Your instructions:
Count the lines containing "COQUELICOTS" in the entries underneath, and state that count without anything else.

Recorded data:
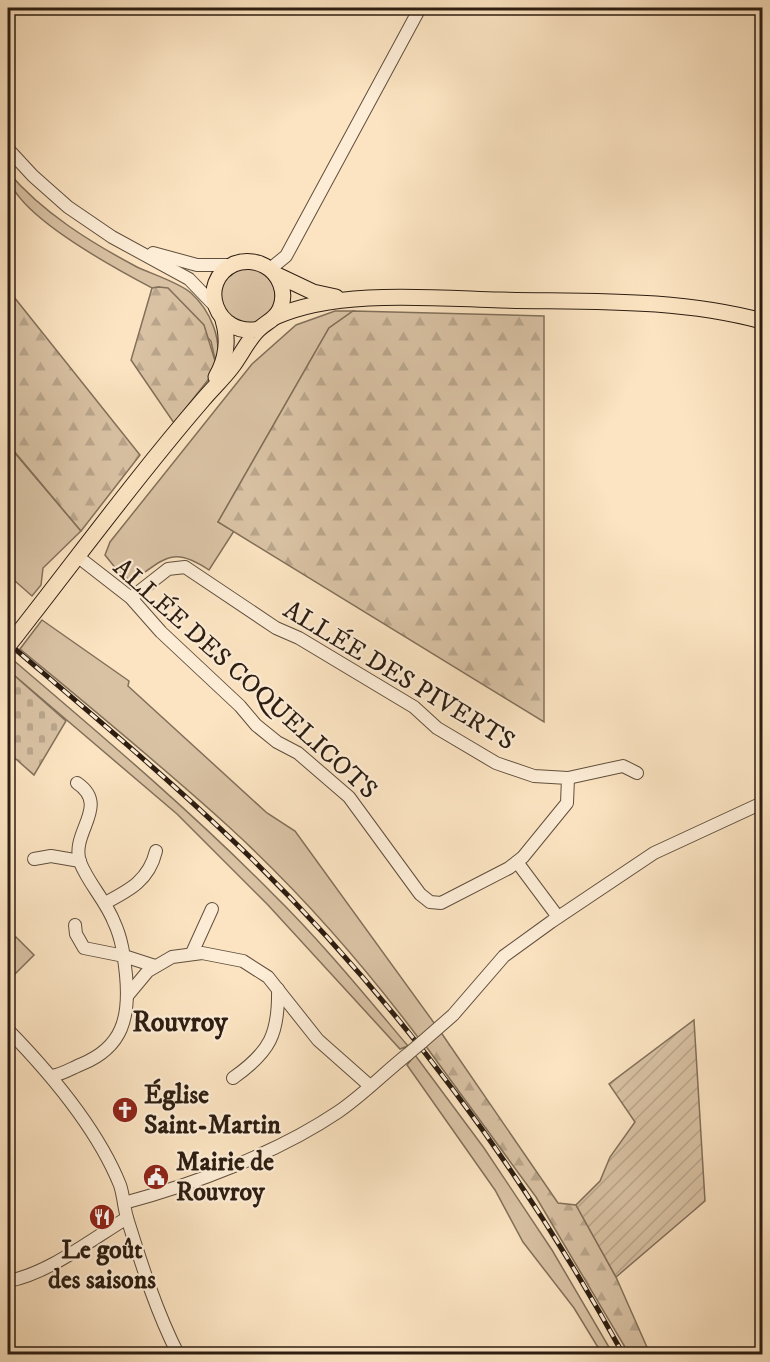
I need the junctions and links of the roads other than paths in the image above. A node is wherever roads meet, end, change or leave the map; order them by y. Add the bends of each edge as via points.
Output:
1 (420, 8) edge
2 (8, 149) edge
3 (112, 237) junction
4 (234, 264) junction
5 (273, 272) junction
6 (357, 300) junction
7 (220, 313) junction
8 (275, 317) junction
9 (762, 321) edge
10 (259, 328) junction
11 (201, 402) junction
12 (77, 556) junction
13 (131, 598) junction
14 (12, 641) edge
15 (637, 773) dead end
16 (568, 778) junction
17 (77, 783) dead end
18 (762, 803) edge
19 (156, 851) dead end
20 (34, 859) dead end
21 (80, 861) junction
22 (517, 862) junction
23 (105, 903) junction
24 (212, 909) dead end
25 (558, 917) junction
26 (75, 925) dead end
27 (192, 953) junction
28 (124, 956) junction
29 (155, 966) junction
30 (278, 989) junction
31 (128, 995) junction
32 (8, 1030) edge
33 (52, 1076) junction
34 (233, 1078) dead end
35 (370, 1086) junction
36 (124, 1203) junction
37 (127, 1218) junction
38 (8, 1281) edge
39 (178, 1354) edge

1 - 5 street via 286,256
2 - 3 street via 51,193
3 - 4 street via 171,260 204,266
3 - 7 street via 189,279
4 - 5 main road via 256,262
4 - 7 main road via 215,286
5 - 6 main road via 314,292
5 - 8 main road via 283,296
6 - 8 main road via 315,304
6 - 9 main road via 639,302 708,308
7 - 10 main road via 240,329
7 - 11 main road via 227,336 222,366
8 - 10 main road
10 - 11 main road
11 - 12 main road
12 - 13 street, ALLÉE DES COQUELICOTS
12 - 14 main road
13 - 16 street, ALLÉE DES PIVERTS via 168,569 185,567 276,628 414,707 437,728 496,763 534,776
13 - 22 street, ALLÉE DES COQUELICOTS via 250,720 298,753 349,797 425,899 441,903
15 - 16 street, ALLÉE DES PIVERTS via 622,766
16 - 22 street via 567,803
17 - 21 street via 89,794 91,806
18 - 25 street via 654,853
19 - 23 street via 150,871 141,881
20 - 21 street via 51,856
21 - 23 street
22 - 25 street
23 - 28 street via 119,933
24 - 27 street
25 - 35 street, bridge via 504,956 453,1015
26 - 28 street via 84,948
27 - 29 street
27 - 30 street via 243,961 262,972
28 - 29 street
28 - 31 street
29 - 31 street
30 - 34 street via 272,1039 259,1058
30 - 35 street via 318,1040
31 - 33 street via 123,1024 110,1047 98,1058
32 - 33 street
33 - 36 street via 106,1158
35 - 36 street via 323,1122 274,1148
36 - 37 street
37 - 38 street via 27,1276
37 - 39 street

Answer space:
2